> Problem requirements
Below are records; count how many of their lines contain the string "leave", and give only that number.

Start of Block

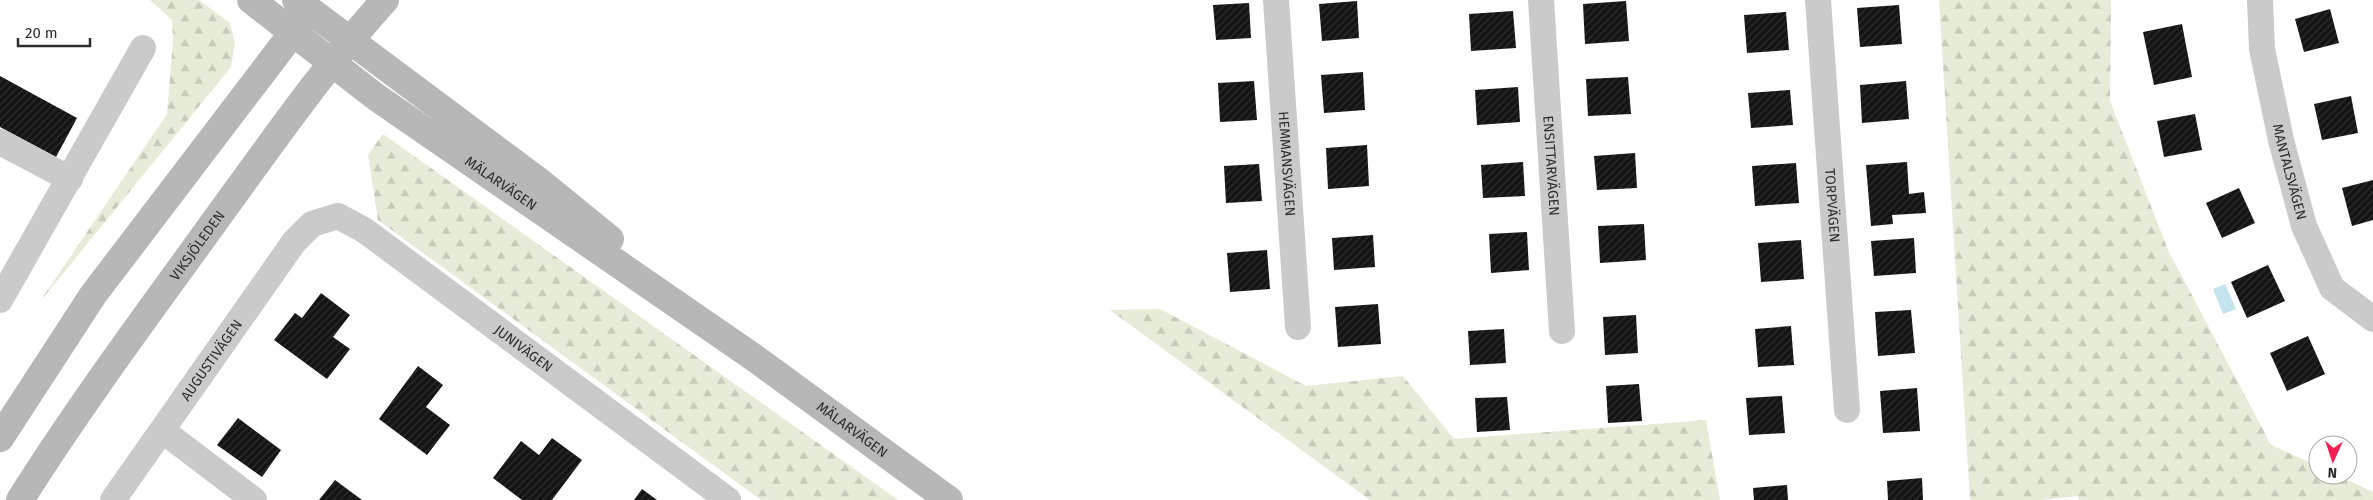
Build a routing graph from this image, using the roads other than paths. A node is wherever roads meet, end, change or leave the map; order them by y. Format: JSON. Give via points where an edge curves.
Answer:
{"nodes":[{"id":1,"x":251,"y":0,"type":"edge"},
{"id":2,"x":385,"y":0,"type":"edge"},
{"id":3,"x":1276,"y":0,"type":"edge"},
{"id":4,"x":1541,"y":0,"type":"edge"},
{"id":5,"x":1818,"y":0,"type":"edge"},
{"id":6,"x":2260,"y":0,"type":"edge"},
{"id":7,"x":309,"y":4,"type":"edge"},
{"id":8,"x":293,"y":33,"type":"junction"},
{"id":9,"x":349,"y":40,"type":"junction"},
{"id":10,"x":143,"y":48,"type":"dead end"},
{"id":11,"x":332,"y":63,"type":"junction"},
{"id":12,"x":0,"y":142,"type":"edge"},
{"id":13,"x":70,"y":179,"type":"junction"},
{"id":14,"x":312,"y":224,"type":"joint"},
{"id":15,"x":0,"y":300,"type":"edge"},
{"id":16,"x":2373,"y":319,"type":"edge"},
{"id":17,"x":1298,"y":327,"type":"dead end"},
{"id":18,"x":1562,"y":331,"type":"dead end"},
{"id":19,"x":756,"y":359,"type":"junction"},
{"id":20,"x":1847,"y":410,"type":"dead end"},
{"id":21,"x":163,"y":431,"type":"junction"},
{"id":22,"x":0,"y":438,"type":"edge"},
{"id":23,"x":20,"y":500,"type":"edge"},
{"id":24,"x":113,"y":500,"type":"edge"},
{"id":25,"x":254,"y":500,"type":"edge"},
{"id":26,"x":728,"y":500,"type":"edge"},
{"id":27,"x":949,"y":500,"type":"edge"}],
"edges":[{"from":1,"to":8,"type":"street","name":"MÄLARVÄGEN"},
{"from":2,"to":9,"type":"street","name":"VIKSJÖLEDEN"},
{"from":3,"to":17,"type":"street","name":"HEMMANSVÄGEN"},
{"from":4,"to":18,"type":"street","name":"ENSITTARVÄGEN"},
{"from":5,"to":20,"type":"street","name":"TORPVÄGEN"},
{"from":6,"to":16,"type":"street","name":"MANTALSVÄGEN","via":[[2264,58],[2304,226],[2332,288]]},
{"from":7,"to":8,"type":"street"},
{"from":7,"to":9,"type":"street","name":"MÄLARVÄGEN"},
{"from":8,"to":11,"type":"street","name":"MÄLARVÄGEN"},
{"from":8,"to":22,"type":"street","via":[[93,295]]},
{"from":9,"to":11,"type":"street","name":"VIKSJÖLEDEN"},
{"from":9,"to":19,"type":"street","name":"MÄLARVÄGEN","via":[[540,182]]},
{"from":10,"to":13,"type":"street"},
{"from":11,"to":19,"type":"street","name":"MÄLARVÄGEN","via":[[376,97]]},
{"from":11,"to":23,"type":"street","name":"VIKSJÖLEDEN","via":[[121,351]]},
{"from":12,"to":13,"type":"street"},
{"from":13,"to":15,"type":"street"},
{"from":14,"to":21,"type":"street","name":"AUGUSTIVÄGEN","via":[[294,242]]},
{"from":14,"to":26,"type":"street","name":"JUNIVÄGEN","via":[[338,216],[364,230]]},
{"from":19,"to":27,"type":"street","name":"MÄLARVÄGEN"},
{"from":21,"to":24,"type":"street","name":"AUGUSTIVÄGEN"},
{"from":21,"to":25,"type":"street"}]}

End of Block
Start of Block

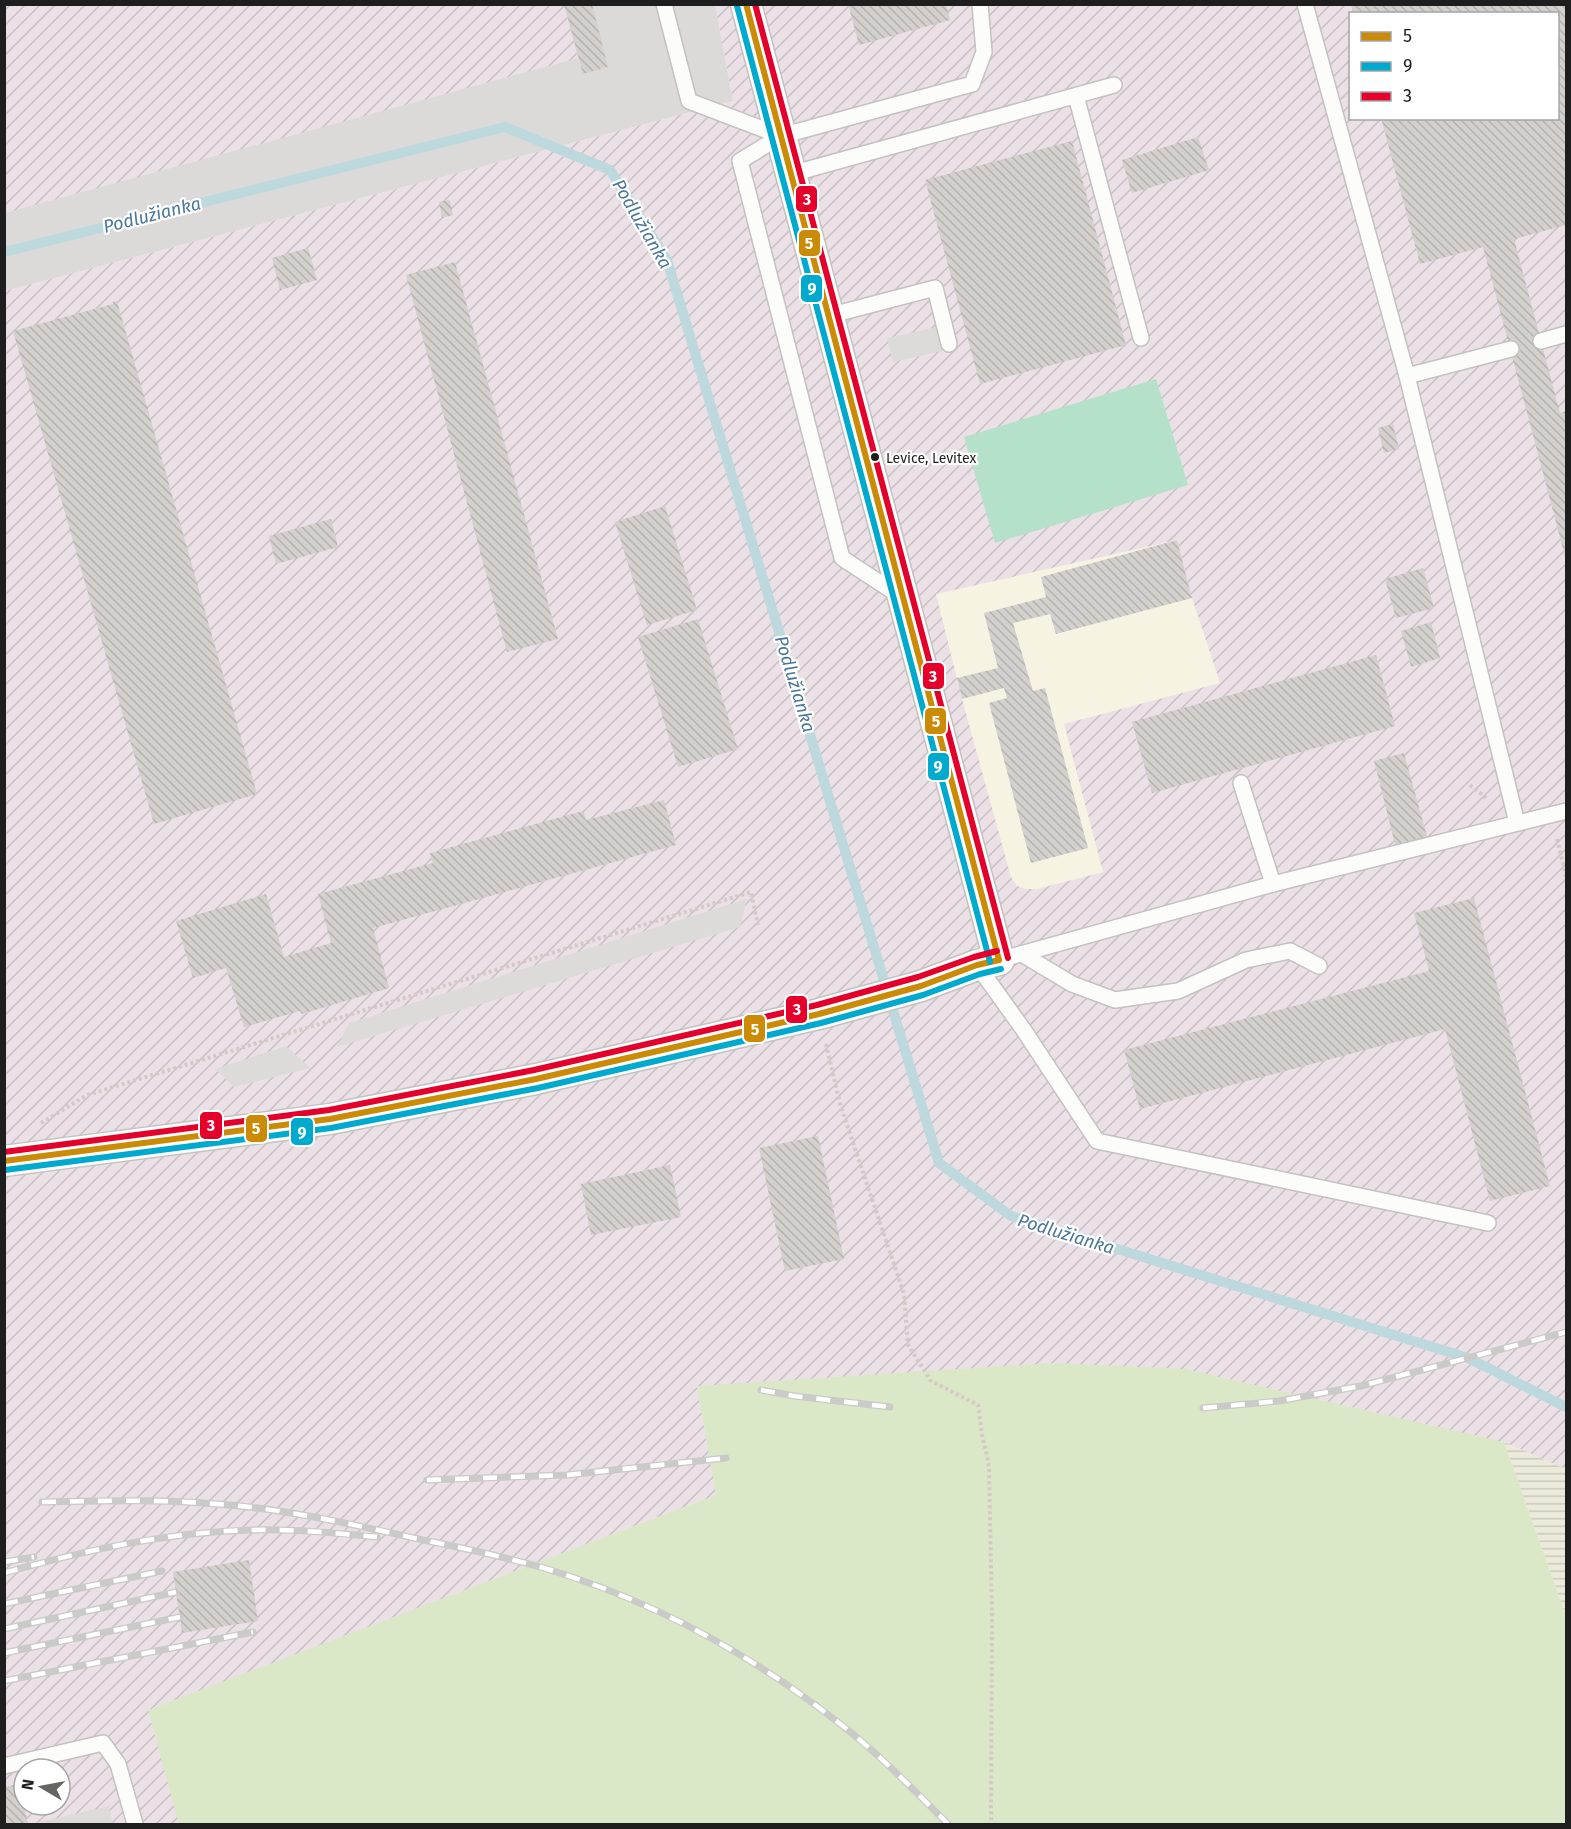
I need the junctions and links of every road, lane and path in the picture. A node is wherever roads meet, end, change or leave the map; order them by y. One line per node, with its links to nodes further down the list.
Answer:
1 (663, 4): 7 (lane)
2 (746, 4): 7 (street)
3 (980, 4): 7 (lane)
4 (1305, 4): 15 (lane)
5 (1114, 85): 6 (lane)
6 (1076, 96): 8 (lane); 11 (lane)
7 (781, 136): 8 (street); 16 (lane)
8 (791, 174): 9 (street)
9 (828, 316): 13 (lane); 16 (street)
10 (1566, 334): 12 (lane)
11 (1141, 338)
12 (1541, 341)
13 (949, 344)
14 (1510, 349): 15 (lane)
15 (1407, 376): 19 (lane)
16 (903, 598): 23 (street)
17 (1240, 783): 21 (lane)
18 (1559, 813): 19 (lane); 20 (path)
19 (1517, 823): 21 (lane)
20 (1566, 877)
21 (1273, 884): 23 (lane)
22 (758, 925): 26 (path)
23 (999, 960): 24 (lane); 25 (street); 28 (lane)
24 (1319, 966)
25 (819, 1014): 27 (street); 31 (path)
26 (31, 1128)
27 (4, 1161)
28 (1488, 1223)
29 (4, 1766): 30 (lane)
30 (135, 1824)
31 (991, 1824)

End of Block

> Output for this exercise
2